* **Work instructions**
In the listing below, find the line containing "index tip: (1167, 896)" and the line containing "middle tip: (422, 259)". Repeat exactly those two lines and every line between them.

====

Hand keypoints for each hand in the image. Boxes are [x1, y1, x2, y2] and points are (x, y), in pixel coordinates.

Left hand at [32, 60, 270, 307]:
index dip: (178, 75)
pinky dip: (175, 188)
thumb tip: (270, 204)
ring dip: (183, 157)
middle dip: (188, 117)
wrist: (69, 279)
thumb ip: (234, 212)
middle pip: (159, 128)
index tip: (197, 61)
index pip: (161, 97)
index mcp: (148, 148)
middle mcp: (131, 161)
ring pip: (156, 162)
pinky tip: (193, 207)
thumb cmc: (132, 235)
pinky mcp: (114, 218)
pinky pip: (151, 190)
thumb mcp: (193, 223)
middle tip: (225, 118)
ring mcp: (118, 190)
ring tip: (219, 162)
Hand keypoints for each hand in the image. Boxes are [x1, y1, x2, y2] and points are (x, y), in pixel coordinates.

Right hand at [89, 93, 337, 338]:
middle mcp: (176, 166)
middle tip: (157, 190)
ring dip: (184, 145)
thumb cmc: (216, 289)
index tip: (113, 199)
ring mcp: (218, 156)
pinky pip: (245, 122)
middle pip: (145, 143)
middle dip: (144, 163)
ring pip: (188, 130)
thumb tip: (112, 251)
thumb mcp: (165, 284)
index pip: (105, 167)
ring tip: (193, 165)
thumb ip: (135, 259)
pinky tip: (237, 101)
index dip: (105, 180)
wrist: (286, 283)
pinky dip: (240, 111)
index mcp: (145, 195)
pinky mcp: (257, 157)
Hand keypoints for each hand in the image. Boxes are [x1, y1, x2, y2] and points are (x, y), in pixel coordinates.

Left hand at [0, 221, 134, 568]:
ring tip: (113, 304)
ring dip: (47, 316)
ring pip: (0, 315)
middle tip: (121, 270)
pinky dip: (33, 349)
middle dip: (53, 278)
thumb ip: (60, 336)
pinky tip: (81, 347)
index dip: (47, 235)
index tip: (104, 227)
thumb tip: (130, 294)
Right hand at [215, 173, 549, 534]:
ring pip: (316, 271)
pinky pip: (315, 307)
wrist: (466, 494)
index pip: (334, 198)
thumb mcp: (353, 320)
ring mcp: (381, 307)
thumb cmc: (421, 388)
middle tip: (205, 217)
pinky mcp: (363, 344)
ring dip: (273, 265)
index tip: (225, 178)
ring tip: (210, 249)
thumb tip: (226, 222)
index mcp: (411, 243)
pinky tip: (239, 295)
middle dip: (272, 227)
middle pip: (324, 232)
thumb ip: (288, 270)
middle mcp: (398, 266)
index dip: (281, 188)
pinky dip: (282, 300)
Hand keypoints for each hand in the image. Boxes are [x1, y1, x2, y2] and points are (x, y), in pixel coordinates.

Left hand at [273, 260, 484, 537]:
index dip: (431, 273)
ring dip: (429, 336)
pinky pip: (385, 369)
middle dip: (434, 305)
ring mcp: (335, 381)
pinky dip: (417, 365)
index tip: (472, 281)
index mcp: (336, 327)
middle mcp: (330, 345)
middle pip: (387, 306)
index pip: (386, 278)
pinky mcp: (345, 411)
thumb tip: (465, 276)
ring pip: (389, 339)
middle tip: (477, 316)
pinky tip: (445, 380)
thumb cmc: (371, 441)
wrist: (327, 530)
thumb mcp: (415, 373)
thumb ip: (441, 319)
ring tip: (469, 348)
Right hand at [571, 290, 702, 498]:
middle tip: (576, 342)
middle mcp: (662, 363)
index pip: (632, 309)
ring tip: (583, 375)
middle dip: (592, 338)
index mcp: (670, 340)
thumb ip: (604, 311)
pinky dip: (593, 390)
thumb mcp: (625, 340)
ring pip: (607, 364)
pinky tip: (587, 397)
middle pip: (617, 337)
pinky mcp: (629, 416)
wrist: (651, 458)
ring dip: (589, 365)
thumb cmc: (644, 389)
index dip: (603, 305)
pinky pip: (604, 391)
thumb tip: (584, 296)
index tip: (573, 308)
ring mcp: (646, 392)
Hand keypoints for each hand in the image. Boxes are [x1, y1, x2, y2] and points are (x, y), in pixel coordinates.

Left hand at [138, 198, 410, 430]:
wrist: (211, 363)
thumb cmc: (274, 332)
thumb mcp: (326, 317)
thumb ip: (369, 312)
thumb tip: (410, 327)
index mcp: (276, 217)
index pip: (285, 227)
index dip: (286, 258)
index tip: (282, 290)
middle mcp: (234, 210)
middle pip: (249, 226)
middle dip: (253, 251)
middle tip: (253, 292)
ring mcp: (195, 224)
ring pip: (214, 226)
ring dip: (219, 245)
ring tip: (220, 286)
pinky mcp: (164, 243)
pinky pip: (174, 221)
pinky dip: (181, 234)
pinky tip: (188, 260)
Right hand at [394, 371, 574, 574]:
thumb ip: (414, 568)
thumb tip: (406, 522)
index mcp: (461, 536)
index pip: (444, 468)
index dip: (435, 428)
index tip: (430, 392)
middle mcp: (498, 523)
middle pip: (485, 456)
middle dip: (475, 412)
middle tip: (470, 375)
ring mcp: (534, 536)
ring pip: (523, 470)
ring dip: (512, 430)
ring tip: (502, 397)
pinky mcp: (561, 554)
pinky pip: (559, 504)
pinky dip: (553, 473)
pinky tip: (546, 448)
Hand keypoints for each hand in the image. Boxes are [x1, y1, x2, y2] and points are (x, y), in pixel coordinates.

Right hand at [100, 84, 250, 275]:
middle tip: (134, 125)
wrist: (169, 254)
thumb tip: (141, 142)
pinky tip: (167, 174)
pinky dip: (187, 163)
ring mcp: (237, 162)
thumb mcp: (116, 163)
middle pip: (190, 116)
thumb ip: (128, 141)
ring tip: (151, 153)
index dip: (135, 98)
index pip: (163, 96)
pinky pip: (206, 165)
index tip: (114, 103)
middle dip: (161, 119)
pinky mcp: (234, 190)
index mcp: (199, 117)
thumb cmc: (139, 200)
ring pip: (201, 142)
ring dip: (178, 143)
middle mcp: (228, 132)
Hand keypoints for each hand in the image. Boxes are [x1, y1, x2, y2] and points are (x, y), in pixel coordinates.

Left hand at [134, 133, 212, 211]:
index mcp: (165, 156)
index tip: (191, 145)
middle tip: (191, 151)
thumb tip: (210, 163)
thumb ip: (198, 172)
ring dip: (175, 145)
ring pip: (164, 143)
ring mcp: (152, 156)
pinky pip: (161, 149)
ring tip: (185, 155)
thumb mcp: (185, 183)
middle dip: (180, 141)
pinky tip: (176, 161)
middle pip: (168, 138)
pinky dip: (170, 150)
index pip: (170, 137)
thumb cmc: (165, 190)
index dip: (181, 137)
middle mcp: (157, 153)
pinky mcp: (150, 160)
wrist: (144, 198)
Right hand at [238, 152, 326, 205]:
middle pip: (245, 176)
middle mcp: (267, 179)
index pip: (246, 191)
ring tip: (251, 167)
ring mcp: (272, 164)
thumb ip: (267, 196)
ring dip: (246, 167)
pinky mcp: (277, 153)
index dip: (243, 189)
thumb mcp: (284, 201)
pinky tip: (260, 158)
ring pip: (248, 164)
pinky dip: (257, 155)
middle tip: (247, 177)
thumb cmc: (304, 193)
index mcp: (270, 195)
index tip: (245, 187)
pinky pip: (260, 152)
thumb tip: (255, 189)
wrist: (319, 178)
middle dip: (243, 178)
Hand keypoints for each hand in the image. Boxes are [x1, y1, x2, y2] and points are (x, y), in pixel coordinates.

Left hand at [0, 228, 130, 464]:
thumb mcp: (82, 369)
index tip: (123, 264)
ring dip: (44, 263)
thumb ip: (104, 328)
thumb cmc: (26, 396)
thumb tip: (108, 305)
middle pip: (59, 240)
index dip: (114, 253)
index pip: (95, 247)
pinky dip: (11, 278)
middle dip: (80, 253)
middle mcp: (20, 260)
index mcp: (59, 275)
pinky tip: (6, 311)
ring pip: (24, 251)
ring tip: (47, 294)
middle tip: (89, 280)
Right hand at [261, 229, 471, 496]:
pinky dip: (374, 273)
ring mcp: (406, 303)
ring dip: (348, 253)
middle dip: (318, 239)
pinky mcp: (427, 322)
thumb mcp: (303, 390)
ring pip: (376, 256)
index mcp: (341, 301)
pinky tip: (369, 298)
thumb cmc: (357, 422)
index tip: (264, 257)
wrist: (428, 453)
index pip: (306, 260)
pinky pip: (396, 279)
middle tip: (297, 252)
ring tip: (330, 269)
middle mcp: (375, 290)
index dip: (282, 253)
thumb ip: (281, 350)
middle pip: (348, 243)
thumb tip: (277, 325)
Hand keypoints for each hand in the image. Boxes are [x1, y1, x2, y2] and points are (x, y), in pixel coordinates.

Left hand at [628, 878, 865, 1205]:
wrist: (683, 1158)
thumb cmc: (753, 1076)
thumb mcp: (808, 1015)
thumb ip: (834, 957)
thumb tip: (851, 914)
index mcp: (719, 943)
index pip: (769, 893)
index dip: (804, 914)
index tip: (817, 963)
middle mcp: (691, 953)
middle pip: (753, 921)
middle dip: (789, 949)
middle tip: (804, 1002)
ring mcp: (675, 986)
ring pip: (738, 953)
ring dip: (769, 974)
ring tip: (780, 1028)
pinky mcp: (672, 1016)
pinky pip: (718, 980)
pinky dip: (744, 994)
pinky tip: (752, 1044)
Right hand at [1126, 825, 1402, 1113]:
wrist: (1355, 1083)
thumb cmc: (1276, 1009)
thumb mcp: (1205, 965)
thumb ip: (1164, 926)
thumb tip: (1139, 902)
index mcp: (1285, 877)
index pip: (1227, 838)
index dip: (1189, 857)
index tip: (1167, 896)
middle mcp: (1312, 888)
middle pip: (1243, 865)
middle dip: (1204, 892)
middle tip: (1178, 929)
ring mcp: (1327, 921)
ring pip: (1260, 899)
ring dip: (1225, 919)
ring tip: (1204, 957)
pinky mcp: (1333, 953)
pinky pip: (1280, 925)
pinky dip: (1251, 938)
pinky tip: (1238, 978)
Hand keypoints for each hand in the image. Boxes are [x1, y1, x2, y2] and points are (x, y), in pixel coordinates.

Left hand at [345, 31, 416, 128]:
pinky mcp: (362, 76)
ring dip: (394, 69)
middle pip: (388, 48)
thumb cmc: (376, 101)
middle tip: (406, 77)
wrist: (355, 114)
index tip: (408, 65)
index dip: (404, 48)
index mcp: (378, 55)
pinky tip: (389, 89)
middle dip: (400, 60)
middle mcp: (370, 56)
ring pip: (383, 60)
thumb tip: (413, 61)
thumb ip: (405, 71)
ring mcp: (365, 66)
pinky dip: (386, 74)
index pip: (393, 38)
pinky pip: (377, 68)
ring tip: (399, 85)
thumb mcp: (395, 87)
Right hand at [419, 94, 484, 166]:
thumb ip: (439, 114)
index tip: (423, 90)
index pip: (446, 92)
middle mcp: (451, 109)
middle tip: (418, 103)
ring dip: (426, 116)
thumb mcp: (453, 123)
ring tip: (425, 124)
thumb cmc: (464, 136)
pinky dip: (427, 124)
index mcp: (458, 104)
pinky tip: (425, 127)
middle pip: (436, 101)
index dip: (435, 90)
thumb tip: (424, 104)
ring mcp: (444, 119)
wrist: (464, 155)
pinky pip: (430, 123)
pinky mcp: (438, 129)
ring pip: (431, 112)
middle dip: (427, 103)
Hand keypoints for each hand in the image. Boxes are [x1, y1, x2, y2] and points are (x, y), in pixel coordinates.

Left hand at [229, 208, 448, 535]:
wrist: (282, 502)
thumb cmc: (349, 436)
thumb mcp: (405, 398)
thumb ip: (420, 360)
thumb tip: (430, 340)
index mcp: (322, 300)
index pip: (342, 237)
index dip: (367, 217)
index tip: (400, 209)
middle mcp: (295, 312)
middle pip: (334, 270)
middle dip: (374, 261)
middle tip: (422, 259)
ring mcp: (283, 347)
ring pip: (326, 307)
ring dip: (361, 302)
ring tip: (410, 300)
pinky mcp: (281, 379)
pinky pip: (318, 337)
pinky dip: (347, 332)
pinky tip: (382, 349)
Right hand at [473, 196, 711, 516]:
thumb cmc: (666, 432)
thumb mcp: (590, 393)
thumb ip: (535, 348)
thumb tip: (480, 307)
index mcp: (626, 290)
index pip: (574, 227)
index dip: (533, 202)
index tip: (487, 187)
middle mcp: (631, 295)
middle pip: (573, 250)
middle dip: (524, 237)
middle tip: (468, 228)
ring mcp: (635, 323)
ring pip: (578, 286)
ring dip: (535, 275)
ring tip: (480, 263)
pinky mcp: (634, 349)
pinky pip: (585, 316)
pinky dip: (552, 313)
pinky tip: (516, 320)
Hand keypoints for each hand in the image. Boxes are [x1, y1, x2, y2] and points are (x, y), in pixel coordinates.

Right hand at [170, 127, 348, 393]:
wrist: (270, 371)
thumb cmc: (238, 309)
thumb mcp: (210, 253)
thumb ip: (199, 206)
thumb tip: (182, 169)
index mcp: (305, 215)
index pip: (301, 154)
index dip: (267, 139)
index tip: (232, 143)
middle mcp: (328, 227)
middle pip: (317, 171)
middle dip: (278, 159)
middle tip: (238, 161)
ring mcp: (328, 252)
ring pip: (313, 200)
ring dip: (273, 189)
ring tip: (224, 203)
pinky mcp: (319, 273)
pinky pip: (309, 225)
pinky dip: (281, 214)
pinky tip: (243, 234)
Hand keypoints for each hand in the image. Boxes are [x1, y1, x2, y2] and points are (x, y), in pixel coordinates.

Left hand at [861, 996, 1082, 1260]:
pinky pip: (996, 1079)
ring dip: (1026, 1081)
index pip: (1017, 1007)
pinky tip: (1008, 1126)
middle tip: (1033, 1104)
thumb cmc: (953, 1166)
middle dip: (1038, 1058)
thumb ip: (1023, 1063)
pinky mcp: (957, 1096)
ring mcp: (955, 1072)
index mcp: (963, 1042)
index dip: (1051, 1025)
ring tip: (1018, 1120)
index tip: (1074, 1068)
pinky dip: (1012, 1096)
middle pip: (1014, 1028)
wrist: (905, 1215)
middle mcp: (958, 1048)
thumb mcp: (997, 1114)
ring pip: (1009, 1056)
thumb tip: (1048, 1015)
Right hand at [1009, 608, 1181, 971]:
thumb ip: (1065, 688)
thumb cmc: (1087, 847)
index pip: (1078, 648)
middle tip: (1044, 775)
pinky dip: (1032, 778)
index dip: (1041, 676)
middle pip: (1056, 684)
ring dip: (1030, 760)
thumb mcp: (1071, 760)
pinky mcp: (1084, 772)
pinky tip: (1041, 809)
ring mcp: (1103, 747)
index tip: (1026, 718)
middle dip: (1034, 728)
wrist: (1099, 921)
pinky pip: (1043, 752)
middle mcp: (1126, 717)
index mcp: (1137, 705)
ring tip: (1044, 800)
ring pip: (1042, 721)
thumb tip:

====

* **Answer section**
index tip: (1167, 896)
middle mcp: (1312, 888)
middle pip: (1243, 865)
middle dip: (1204, 892)
middle tip: (1178, 929)
ring mcp: (1327, 921)
ring pip: (1260, 899)
ring dip: (1225, 919)
ring tip: (1204, 957)
pinky mcp: (1333, 953)
pinky pip: (1280, 925)
pinky dip: (1251, 938)
pinky tip: (1238, 978)
Hand keypoints for each hand in the image. Boxes are [x1, y1, x2, y2] and points are (x, y), in pixel coordinates.

Left hand at [345, 31, 416, 128]:
pinky mcp: (362, 76)
ring dip: (394, 69)
middle pip: (388, 48)
thumb cmc: (376, 101)
middle tip: (406, 77)
wrist: (355, 114)
index tip: (408, 65)
index dip: (404, 48)
index mcp: (378, 55)
pinky tip: (389, 89)
middle dip: (400, 60)
middle mcp: (370, 56)
ring pip: (383, 60)
thumb tip: (413, 61)
thumb ip: (405, 71)
ring mcp: (365, 66)
pinky dip: (386, 74)
index pip: (393, 38)
pinky pip: (377, 68)
ring tip: (399, 85)
thumb mcp: (395, 87)
Right hand at [419, 94, 484, 166]:
thumb ip: (439, 114)
index tip: (423, 90)
index pip: (446, 92)
middle mcp: (451, 109)
middle tip: (418, 103)
ring dip: (426, 116)
thumb mcp: (453, 123)
ring tip: (425, 124)
thumb cmc: (464, 136)
pinky dip: (427, 124)
index mcp: (458, 104)
pinky tip: (425, 127)
middle pip: (436, 101)
index dip: (435, 90)
thumb tip: (424, 104)
ring mcp: (444, 119)
wrist: (464, 155)
pinky pip: (430, 123)
pinky mcp: (438, 129)
ring pip: (431, 112)
middle dip: (427, 103)
Hand keypoints for each hand in the image. Boxes are [x1, y1, x2, y2] and points are (x, y), in pixel coordinates.

Left hand at [229, 208, 448, 535]:
wrist: (282, 502)
thumb cmc: (349, 436)
thumb mcp: (405, 398)
thumb ip: (420, 360)
thumb tip: (430, 340)
index mcp: (322, 300)
index pip: (342, 237)
index dip: (367, 217)
index tip: (400, 209)
middle mcp: (295, 312)
middle pip: (334, 270)
middle dip: (374, 261)
middle tip: (422, 259)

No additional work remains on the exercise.